A more recent study has convincingly shown that "plasma HIV-1 RNA is a strong, CD4+ T-cell independent predictor of a rapid progression to AIDS after HIV-1 seroconversion." The researchers compared plasma HIV-1 RNA with p24 antigen, B2-microglobulin, and CD4 cell counts to predict progression to AIDS in a group of 62 men who were part of the Multicenter AIDS Cohort Study (MACS). The authors did not correlate HIV-1 RNA levels with synctium-inducing phenotype. HIV RNA was measured using the bDNA assay (Chiron Corp.), which the authors stated had the "advantage of large sample capacity, speed, reproducibility, and a format similar to an enzyme-linked immunosorbent assay (ELISA)." The HIV RNA test was found to be the "earliest and most powerful predictor of outcome after seroconversion." This study added proof to the concept that the course of HIV infection closely follows blood levels of HIV. Even though the Q PCR can detect lower levels of HIV RNA, the authors found that the bDNA gave values accurate enough to predict the risk of progression to AIDS. The bDNA test was found to be rapid and reproducible. The HIV RNA gave more information than did the CD4 cell counts. For persons with CD4 cell counts above 500 cells/mm3, only 6% developed AIDS within 2 years of infection if there was no detectable HIV RNA in the plasma (<10,000 (104 )genome equivalents/ml), compared to 45% if the HIV RNA was detectable (>10,000 (104 ) genome equivalents/ml). The researchers also found that plasma HIV RNA levels were higher in persons with more advanced disease. This is a significant study because it is the largest study to date which correlates plasma HIV RNA levels soon after infection with later progression to AIDS.

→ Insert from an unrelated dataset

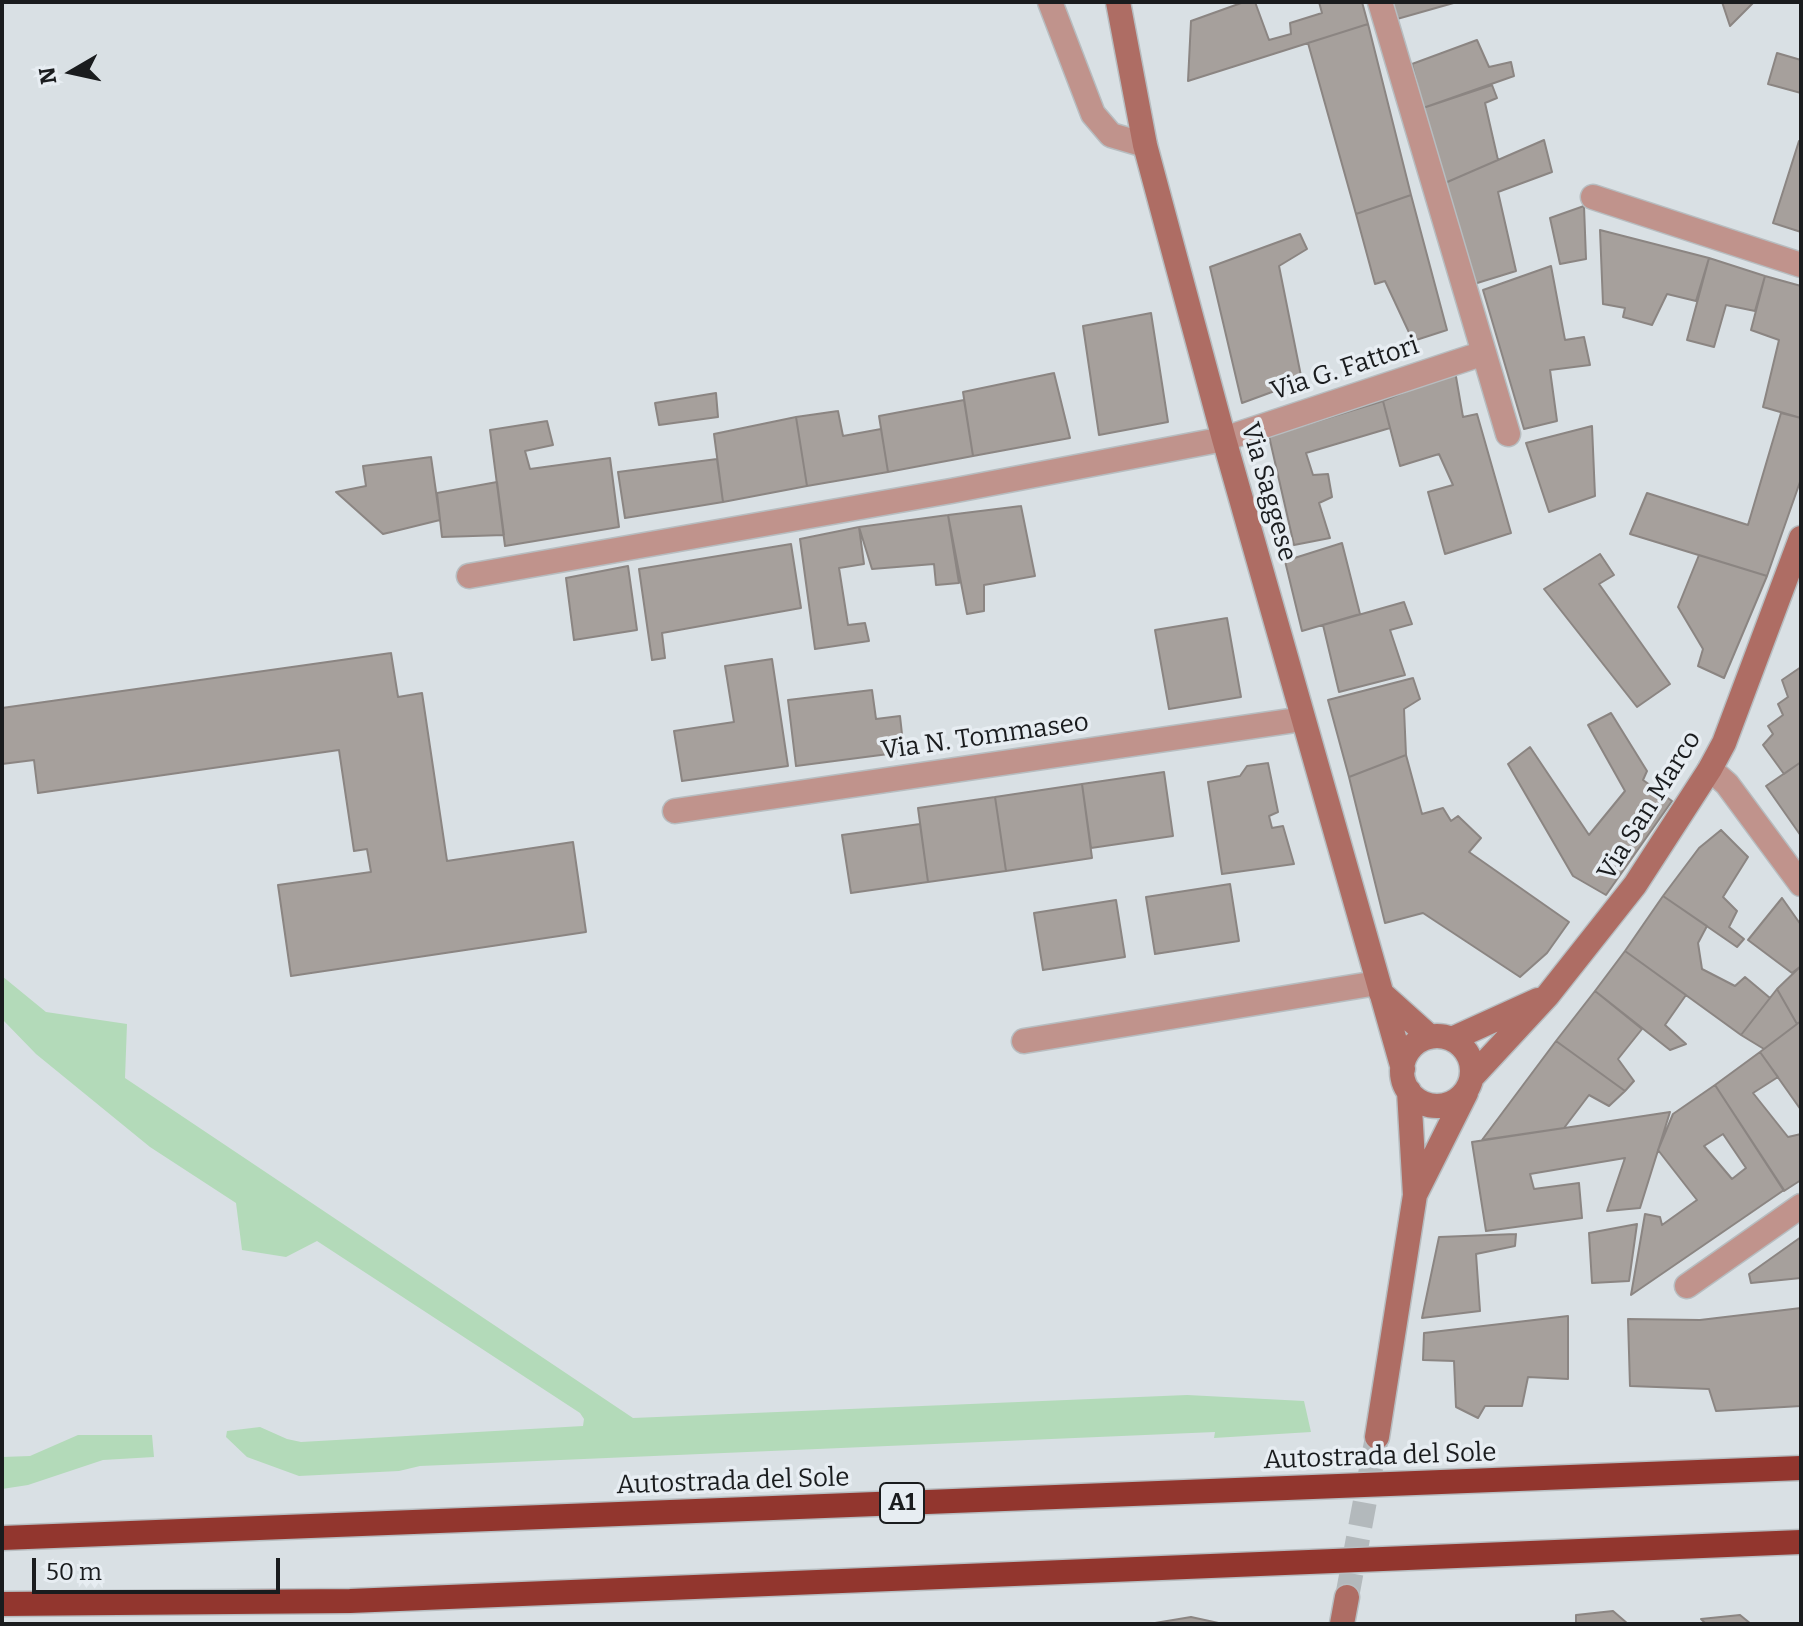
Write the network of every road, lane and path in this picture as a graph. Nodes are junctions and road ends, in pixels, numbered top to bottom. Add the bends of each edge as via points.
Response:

The long-term non-progressor HIV-1 infection studies all found that persons with HIV infection and no deterioration of the immune systems after 10 years had very low to non-detectable levels of plasma HIV. Another study compared HIV RNA levels and syctium-inducing (SI) phenotype in order to predict prognosis. HIV-1 RNA copies were found to be high and stable from the time of initial infection in all persons who progressed to AIDS. Non-progressors were found to have a significant decline in the level of HIV RNA after the initial rise seen after infection. HIV RNA was found to be of greater value in predicting prognosis in persons with the non-SI phenotype. HIV RNA was measured by the Q PCR method in this study. The authors concluded that "a decline in HIV-1 RNA copy numbers during the symptom-free period of infection is strongly associated with delayed onset of AIDS." High values for this study, as in most others, were considered to be above 100,000 (1 x 105)/ml, while low values were considered to be below 10,000 (1 x 104)/ml.

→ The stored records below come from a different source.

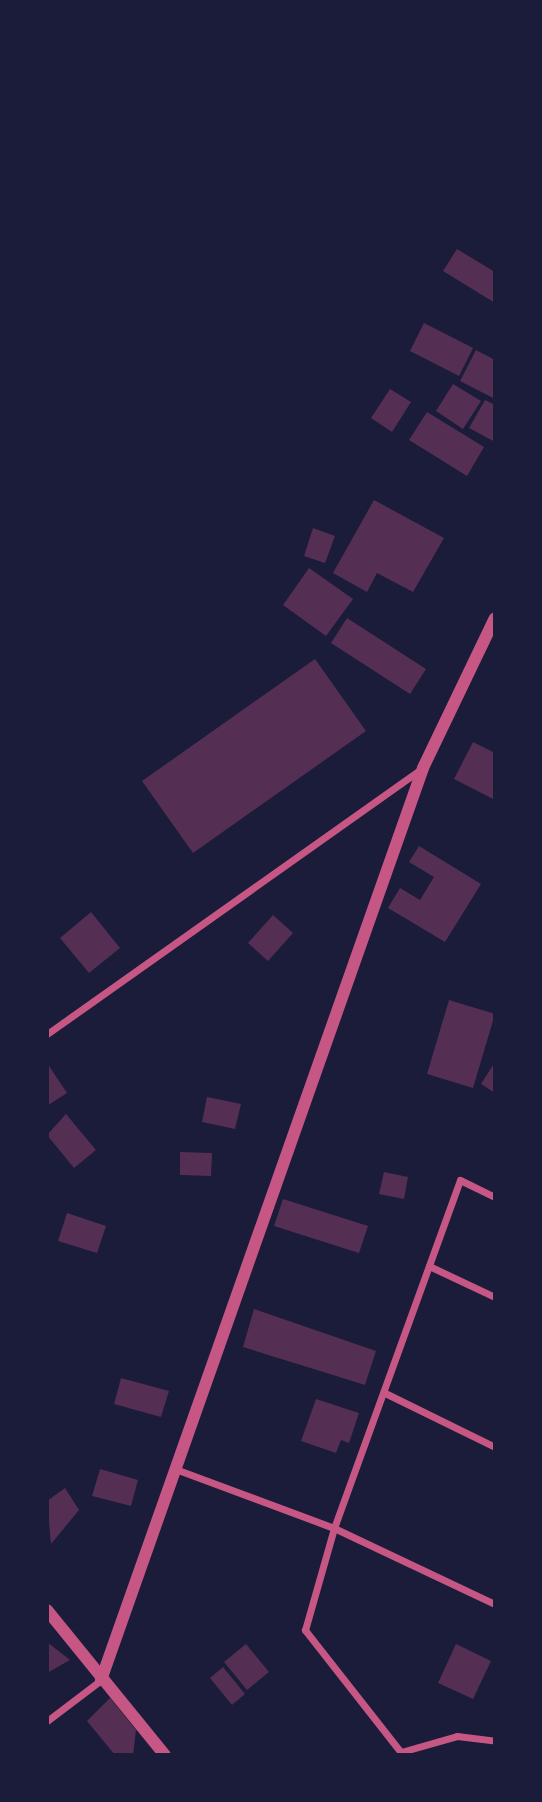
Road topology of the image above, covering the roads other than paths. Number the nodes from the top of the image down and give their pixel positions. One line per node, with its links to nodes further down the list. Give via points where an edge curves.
1 (495, 618): 2 (street)
2 (423, 768): 3 (street); 9 (street)
3 (47, 1034)
4 (495, 1196): 5 (street, via 460,1180)
5 (429, 1266): 6 (street); 7 (street)
6 (495, 1297)
7 (387, 1394): 8 (street); 10 (street)
8 (495, 1447)
9 (178, 1470): 10 (street); 13 (street)
10 (334, 1528): 11 (street); 16 (street, via 305,1630)
11 (495, 1604)
12 (47, 1610): 13 (street)
13 (101, 1680): 14 (street); 17 (street)
14 (47, 1721)
15 (495, 1741): 16 (street, via 457,1736)
16 (402, 1754)
17 (165, 1755)

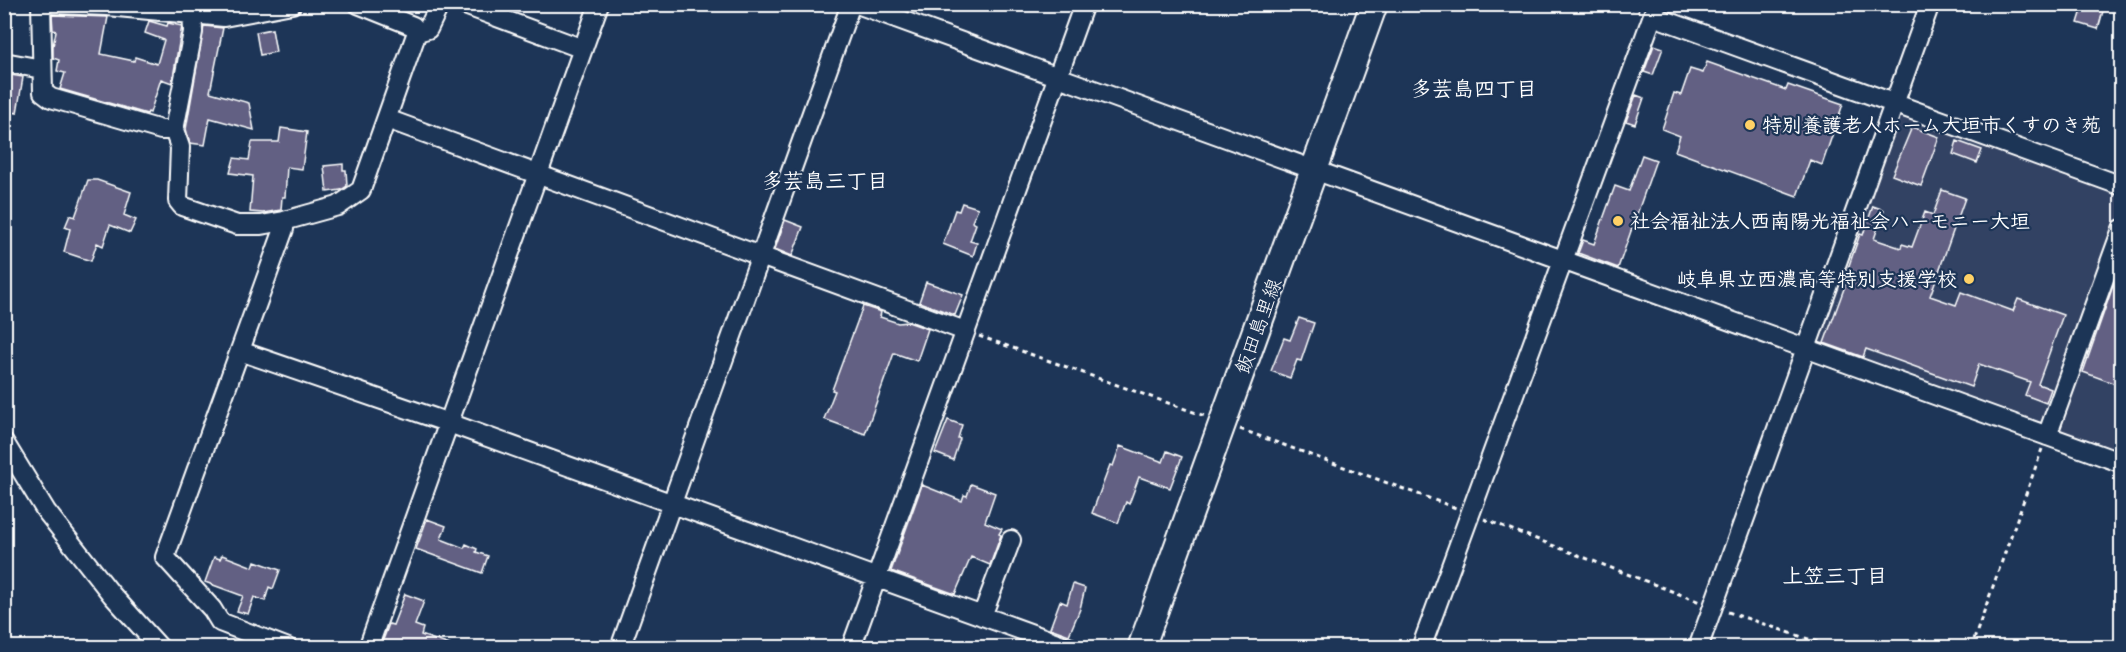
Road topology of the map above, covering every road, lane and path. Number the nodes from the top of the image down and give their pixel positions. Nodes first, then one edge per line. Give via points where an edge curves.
1 (41, 4) edge
2 (54, 4) edge
3 (292, 4) edge
4 (358, 4) edge
5 (440, 4) edge
6 (462, 4) edge
7 (599, 4) edge
8 (851, 4) edge
9 (857, 4) edge
10 (1084, 4) edge
11 (1374, 4) edge
12 (1930, 4) edge
13 (192, 10) edge
14 (1655, 10) edge
15 (417, 32) junction
16 (583, 49) junction
17 (4, 62) edge
18 (42, 69) junction
19 (1057, 78) junction
20 (1895, 103) junction
21 (387, 119) junction
22 (174, 130) junction
23 (1315, 170) junction
24 (538, 174) junction
25 (2121, 186) edge
26 (284, 221) junction
27 (2121, 230) edge
28 (760, 256) junction
29 (1564, 260) junction
30 (965, 332) junction
31 (1807, 350) junction
32 (240, 351) junction
33 (449, 423) junction
34 (1223, 423) junction
35 (2047, 436) junction
36 (4, 442) edge
37 (2121, 463) edge
38 (671, 504) junction
39 (1470, 514) junction
40 (1011, 540) dead end
41 (876, 578) junction
42 (1713, 607) junction
43 (982, 616) junction
44 (160, 648) edge
45 (288, 648) edge
46 (368, 648) edge
47 (620, 648) edge
48 (851, 648) edge
49 (1071, 648) edge
50 (1141, 648) edge
51 (1421, 648) edge
52 (1698, 648) edge
53 (1835, 648) edge
54 (1971, 648) edge

1 - 18 street
2 - 13 street
3 - 13 street via 224,17
4 - 15 street via 413,26
5 - 15 street via 428,29
6 - 16 street
7 - 16 street
8 - 28 street
9 - 19 street
10 - 19 street
11 - 23 main road, 飯田島里線
12 - 20 street
13 - 22 street via 193,32
14 - 20 street
14 - 29 street
15 - 21 street
16 - 24 street
17 - 18 street
18 - 22 street via 43,92 51,98 160,130
19 - 23 street
19 - 30 street
20 - 25 street
20 - 31 street
21 - 24 street
21 - 26 street via 361,190 338,206
22 - 26 street via 180,147 178,201 182,206 237,225
23 - 29 street
23 - 34 main road, 飯田島里線
24 - 28 street
24 - 33 street
26 - 32 street
27 - 35 street
28 - 30 street
28 - 38 street
29 - 31 street
29 - 39 street
30 - 34 path
30 - 41 street
31 - 35 street
31 - 42 street
32 - 33 street
32 - 45 street via 165,556 220,622
33 - 38 street
33 - 46 street
34 - 39 path
34 - 50 main road, 飯田島里線
35 - 37 street
35 - 54 path
36 - 44 street via 46,511
38 - 41 street
38 - 47 street
39 - 42 path
39 - 51 street
40 - 43 street
41 - 43 street
41 - 48 street
42 - 52 street
42 - 53 path
43 - 49 street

The prognostic value of HIV RNA has been confirmed in other studies as well. David Baltimore and colleagues found that HIV RNA measured in lymphocytes and other mononuclear cells strongly correlated with the future course of disease, and could "have significant clinical utility as a prognostic indicator and as a means to guiding and monitoring antiviral therapies." In this study, HIV RNA provided better prognostic information than did CD4 cell counts. Saag and colleagues measured plasma HIV levels with the Q PCR assay and found that viral levels significantly decreased by as much as 235-fold with antiviral therapy or following resolution of the initial infection. HIV RNA was significantly correlated with stage of disease and CD4 cell counts.

HIV RNA As A Measure of Response to Therapy

HIV RNA provides the quickest, simplest, least expensive and most accurate indicator of response to treatment for HIV. Tests for resistance to antiretroviral drugs (like AZT) are available only through research labs, are expensive and do not directly indicate the effect of a drug on the amount of HIV in the body. Several studies have documented the rapid decrease in HIV RNA levels following antiretroviral therapy. Changes are seen in a few days. This rapid change contributed to the recent understanding of the rapid production and turnover of both HIV and CD4 lymphocytes. In 1991, Saag reported that of 8 patients who had HIV present in the blood (by tissue culture method) prior to AZT, five became tissue culture negative following AZT therapy (follow-up range 15-40 months). There was an average decrease in plasma HIV of over 100 (102 or 2 logs). David Ho reported that treatment with ABT-538, a protease inhibitor, resulted in large decreases in plasma HIV-1 levels within a few days. This study again confirmed that "replication of HIV-1 in vivo is continuous and highly productive, driving the rapid turnover of CD4 lymphocytes." Another study has found that almost complete replacement by drug-resistant strains of HIV can occur as quickly as 14 days.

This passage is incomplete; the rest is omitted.